The text was updated successfully, but these errors were encountered:

BenameurZyad · 2024-04-22T19:35:41Z

We used something like this in our case :

where event_time >= ( select coalesce(max(event_time), '' ) from {{ this }} )

dbeatty10 · 2024-04-23T13:22:50Z

@BenameurZyad coalesce(max(event_time), '' ) didn't work for me when I tried it out -- which database did you use? And are you certain it worked as intended when the incremental table is empty?

I've got a draft PR to update the docs here: #5326

BenameurZyad · 2024-04-23T14:07:49Z

Ouch. Sorry @dbeatty10 !
this is our actual implementation :
coalesce ( select (max(event_time) fom {{ this }} ), '' )

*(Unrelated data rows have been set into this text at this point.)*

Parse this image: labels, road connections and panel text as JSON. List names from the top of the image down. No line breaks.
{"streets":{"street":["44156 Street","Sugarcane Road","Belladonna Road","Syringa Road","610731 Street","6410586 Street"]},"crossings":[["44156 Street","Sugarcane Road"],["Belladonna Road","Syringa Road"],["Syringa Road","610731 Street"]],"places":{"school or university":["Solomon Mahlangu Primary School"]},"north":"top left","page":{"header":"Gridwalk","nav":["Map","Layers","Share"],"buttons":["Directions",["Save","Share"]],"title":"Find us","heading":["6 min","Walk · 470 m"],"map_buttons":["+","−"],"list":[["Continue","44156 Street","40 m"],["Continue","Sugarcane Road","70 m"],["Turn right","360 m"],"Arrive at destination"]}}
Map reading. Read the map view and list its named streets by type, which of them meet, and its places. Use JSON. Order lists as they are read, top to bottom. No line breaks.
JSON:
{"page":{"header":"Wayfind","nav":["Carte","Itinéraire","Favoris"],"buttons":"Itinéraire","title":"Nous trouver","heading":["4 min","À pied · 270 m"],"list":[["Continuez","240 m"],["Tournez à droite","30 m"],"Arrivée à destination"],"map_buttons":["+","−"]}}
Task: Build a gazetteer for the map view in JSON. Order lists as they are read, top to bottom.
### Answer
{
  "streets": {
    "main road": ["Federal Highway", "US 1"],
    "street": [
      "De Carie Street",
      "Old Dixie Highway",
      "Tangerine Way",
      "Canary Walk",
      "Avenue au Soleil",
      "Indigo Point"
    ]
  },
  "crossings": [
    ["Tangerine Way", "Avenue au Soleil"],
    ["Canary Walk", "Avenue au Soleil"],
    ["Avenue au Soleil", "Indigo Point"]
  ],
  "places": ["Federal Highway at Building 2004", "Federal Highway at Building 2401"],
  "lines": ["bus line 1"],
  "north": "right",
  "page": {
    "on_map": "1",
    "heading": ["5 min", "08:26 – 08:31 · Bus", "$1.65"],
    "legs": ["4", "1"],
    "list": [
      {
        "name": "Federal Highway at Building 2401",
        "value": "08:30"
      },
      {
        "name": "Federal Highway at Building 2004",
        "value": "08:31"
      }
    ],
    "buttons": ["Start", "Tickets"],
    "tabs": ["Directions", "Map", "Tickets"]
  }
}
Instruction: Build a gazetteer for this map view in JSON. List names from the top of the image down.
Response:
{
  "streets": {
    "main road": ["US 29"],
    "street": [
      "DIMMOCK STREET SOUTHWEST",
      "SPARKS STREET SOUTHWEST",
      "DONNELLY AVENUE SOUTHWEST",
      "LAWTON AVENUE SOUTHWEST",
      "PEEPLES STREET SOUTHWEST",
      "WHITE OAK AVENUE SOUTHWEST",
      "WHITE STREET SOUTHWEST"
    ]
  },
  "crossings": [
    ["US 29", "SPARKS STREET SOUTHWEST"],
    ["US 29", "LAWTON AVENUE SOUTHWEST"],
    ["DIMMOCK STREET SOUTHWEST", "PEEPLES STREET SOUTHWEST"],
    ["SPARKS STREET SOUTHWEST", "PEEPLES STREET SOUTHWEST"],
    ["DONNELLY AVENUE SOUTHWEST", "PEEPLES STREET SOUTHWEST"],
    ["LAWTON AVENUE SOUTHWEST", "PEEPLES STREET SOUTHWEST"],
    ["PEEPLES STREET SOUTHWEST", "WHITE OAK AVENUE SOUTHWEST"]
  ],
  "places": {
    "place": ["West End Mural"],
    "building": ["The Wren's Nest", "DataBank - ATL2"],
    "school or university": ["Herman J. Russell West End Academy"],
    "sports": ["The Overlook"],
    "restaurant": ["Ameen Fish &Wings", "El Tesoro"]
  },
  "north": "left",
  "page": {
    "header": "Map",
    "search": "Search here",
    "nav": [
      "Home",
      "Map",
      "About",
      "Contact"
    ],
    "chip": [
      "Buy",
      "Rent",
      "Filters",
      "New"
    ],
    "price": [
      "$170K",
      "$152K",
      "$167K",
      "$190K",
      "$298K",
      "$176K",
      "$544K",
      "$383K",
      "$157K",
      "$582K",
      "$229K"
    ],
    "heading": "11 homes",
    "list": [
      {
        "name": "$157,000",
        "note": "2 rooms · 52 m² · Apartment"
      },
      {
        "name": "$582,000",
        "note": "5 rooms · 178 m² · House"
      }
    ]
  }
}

I changed it a bit to align with your logic above without trying, thinking it would be the same. Sorry for the confusion.
This one in this comment works for sure for us in Snowflake.

dbeatty10 · 2024-04-23T14:58:54Z

That doesn't look like it would work if I copy-pasted it. i.e., fom vs. from

For sake of completeness and correctness, would you mind copy-pasting your exact logic that you think would work in dbt-snowflake?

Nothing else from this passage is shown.